#### AIM OF THE TASK
From the entries below, report how many lines contain the string "ends". Give only that number.

#### RAW DATA

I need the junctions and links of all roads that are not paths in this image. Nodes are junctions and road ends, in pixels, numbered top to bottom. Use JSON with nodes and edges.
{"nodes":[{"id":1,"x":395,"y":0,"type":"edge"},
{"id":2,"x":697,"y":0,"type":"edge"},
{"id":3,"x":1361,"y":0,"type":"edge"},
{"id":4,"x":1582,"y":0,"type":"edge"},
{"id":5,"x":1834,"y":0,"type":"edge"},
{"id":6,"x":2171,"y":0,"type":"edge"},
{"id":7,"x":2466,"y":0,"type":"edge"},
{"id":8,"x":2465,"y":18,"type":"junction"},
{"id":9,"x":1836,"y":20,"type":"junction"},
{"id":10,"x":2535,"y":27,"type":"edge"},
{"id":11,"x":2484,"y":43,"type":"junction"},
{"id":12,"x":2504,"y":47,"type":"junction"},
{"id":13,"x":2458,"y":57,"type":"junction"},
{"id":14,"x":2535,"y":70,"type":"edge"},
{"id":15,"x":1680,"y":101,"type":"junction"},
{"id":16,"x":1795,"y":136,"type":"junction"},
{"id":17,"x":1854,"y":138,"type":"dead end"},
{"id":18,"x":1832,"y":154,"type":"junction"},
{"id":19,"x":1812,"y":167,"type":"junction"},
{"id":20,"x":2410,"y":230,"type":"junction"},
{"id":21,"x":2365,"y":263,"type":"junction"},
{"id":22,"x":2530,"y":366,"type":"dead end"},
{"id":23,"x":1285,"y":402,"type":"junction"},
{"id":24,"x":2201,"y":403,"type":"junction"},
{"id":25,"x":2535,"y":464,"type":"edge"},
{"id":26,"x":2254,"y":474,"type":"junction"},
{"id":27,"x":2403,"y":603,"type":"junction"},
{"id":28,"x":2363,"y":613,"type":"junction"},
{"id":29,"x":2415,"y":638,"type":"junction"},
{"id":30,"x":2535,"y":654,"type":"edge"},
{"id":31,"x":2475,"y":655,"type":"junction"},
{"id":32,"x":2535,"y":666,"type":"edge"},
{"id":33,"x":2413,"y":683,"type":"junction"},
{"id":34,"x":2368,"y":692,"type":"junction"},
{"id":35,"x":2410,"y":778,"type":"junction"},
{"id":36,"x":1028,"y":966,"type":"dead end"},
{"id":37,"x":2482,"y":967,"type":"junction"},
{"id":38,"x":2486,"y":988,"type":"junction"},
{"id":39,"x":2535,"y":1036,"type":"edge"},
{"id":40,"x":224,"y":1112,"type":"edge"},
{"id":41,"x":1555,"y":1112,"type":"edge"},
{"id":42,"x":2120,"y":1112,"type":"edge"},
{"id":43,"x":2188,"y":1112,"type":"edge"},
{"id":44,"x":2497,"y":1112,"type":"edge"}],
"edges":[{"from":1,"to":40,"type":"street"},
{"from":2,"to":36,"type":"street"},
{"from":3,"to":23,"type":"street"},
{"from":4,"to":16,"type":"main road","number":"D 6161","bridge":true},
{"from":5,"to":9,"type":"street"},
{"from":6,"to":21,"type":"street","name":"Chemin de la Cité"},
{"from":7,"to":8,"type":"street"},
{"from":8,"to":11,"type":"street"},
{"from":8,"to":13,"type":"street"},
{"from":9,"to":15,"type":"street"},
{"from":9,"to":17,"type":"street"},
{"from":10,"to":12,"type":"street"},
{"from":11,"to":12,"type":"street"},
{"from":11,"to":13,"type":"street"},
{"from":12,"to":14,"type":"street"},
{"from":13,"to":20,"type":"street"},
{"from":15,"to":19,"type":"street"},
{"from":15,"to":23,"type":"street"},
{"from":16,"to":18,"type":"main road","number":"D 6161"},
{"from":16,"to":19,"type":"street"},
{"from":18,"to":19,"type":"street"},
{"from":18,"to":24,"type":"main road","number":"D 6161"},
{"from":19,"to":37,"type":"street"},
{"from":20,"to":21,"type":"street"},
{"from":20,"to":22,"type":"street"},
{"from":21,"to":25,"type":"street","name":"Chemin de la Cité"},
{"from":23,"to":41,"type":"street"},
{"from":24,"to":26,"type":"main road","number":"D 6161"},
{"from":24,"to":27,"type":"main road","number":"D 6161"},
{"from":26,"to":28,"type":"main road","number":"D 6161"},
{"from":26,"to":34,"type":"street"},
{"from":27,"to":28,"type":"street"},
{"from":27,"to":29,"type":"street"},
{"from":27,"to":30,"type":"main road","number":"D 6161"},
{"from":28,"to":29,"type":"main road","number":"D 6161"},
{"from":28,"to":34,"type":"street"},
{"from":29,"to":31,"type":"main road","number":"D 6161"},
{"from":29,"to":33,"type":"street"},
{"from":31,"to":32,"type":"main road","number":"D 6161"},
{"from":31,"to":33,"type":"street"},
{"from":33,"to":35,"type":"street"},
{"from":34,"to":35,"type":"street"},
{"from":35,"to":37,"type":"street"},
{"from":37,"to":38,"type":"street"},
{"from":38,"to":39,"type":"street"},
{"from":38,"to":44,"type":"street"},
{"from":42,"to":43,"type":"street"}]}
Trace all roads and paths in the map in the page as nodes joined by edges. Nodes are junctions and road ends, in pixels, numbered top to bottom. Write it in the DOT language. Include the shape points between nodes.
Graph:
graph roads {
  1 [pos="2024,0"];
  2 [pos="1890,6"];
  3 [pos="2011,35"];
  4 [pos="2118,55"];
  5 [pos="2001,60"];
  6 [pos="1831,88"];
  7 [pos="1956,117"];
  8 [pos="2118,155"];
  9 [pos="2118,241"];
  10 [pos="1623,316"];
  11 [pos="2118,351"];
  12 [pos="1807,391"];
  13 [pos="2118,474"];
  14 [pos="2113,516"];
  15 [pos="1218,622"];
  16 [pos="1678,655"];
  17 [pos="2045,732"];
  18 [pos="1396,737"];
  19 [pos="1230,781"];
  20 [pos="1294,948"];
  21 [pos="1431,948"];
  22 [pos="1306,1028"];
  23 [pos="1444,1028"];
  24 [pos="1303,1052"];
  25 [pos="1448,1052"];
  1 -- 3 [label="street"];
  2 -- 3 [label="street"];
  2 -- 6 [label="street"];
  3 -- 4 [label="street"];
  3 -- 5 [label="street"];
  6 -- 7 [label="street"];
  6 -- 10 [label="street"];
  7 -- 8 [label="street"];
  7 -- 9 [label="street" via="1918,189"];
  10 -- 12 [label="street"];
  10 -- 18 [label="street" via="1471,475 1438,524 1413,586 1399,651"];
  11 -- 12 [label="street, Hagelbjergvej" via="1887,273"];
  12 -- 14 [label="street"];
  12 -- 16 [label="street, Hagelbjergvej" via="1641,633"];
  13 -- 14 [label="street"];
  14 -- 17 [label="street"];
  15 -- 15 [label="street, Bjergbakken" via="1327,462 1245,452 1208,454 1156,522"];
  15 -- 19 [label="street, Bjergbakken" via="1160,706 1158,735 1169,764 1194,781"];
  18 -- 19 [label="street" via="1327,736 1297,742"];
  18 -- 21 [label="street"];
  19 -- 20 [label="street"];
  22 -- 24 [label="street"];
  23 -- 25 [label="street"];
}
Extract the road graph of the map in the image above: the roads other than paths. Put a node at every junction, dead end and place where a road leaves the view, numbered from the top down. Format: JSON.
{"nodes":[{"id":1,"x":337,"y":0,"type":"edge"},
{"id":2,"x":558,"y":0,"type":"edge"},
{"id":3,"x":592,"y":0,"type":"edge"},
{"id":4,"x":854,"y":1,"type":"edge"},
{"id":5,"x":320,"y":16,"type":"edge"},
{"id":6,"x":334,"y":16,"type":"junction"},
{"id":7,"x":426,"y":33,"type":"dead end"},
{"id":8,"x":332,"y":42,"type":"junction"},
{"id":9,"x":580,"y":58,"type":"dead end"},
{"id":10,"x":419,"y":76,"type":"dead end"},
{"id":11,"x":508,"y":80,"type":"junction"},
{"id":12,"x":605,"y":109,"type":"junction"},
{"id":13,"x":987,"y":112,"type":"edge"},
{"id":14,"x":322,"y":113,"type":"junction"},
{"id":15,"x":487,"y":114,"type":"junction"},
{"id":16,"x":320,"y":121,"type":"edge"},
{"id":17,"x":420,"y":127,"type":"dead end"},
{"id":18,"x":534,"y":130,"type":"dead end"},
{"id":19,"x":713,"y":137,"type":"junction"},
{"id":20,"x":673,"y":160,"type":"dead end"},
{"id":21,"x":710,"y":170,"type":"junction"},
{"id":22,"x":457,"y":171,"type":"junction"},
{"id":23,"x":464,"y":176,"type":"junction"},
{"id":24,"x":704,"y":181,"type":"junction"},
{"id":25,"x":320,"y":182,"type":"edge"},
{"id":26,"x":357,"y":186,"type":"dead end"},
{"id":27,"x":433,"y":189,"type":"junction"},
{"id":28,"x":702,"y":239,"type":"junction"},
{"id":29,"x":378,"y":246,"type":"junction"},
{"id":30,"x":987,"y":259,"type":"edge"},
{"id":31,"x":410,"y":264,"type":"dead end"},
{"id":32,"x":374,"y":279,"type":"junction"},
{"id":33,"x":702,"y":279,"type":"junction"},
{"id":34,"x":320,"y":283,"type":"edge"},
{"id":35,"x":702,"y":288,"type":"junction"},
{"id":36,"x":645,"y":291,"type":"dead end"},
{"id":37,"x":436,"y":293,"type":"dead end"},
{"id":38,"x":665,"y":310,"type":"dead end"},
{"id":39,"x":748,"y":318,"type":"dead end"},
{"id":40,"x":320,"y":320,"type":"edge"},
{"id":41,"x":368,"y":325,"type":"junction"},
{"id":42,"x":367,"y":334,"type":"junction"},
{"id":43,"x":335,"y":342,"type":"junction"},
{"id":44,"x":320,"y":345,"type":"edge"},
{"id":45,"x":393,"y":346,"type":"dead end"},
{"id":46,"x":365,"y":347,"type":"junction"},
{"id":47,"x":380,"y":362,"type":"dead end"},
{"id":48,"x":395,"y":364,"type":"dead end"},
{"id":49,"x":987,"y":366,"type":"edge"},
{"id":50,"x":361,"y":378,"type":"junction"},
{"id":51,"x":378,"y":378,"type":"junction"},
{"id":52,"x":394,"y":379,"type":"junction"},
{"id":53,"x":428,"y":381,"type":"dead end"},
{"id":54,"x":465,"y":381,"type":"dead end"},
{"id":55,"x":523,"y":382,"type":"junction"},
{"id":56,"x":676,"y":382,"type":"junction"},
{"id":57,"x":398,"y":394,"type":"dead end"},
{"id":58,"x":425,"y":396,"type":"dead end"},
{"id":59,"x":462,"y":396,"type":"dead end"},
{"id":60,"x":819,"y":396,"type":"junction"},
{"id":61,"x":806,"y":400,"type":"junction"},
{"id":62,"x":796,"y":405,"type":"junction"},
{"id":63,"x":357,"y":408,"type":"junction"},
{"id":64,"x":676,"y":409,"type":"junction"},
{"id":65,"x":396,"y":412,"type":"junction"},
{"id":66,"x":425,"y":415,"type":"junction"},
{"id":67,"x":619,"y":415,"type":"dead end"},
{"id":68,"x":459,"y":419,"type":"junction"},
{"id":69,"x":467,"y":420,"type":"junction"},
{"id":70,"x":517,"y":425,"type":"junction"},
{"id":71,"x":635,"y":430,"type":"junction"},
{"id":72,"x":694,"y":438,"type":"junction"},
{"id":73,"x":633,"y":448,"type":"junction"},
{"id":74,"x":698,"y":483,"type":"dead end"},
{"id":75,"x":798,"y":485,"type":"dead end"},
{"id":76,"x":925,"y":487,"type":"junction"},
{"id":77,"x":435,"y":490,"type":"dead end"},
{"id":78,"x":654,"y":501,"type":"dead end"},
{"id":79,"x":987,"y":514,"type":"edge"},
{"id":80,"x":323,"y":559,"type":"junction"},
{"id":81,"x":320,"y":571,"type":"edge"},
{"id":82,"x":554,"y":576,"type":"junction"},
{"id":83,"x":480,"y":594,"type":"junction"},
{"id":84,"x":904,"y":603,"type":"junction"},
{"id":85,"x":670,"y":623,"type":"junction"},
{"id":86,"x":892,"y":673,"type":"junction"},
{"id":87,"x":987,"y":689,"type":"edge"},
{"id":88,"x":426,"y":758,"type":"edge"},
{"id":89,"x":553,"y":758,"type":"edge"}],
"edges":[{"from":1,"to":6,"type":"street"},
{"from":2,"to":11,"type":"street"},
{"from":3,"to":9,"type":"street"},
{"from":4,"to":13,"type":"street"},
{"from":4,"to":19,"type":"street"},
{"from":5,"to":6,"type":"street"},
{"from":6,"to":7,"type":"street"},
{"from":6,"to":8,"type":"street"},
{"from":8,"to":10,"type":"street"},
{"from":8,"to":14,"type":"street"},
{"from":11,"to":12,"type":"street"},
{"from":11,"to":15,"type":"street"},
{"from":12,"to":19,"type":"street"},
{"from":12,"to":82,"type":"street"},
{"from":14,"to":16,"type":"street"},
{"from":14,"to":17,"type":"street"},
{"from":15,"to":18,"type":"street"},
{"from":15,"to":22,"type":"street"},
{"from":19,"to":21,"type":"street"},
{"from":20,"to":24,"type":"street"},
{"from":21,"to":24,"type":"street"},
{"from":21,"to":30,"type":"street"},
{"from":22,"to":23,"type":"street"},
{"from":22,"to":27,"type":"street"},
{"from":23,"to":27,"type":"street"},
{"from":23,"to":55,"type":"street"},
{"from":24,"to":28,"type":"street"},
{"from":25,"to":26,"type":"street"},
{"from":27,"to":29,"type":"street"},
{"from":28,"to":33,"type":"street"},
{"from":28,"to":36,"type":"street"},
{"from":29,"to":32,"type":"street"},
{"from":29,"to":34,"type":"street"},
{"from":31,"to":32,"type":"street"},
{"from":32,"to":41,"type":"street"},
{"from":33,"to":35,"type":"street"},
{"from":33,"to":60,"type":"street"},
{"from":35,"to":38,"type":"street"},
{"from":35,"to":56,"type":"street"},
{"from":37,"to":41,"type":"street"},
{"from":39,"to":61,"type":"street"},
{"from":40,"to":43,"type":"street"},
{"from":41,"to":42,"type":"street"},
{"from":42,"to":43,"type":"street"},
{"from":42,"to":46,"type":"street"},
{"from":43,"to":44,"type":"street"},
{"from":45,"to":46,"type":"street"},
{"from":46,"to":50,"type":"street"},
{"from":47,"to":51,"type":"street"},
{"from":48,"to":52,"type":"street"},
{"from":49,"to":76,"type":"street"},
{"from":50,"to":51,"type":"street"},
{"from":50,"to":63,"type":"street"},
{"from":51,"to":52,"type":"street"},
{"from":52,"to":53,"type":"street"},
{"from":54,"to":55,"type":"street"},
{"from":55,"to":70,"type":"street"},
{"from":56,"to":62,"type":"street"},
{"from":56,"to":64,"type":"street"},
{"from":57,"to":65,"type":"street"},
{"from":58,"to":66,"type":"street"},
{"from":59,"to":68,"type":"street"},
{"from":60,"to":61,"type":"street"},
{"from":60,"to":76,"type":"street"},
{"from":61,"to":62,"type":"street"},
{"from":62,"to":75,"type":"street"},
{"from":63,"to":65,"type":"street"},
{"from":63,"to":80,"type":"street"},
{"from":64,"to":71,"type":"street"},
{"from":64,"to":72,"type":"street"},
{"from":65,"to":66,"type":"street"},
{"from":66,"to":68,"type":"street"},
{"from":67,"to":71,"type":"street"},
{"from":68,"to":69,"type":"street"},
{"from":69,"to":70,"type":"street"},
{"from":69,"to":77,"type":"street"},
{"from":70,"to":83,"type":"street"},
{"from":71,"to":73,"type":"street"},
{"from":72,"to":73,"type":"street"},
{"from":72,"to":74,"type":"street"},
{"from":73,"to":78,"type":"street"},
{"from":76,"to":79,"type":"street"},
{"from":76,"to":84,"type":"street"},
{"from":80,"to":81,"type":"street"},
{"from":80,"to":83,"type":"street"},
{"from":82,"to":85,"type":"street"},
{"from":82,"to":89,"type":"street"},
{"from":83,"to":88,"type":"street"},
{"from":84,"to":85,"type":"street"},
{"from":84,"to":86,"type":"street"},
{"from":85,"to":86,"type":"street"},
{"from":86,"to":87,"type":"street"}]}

#### RESULT BELOW
2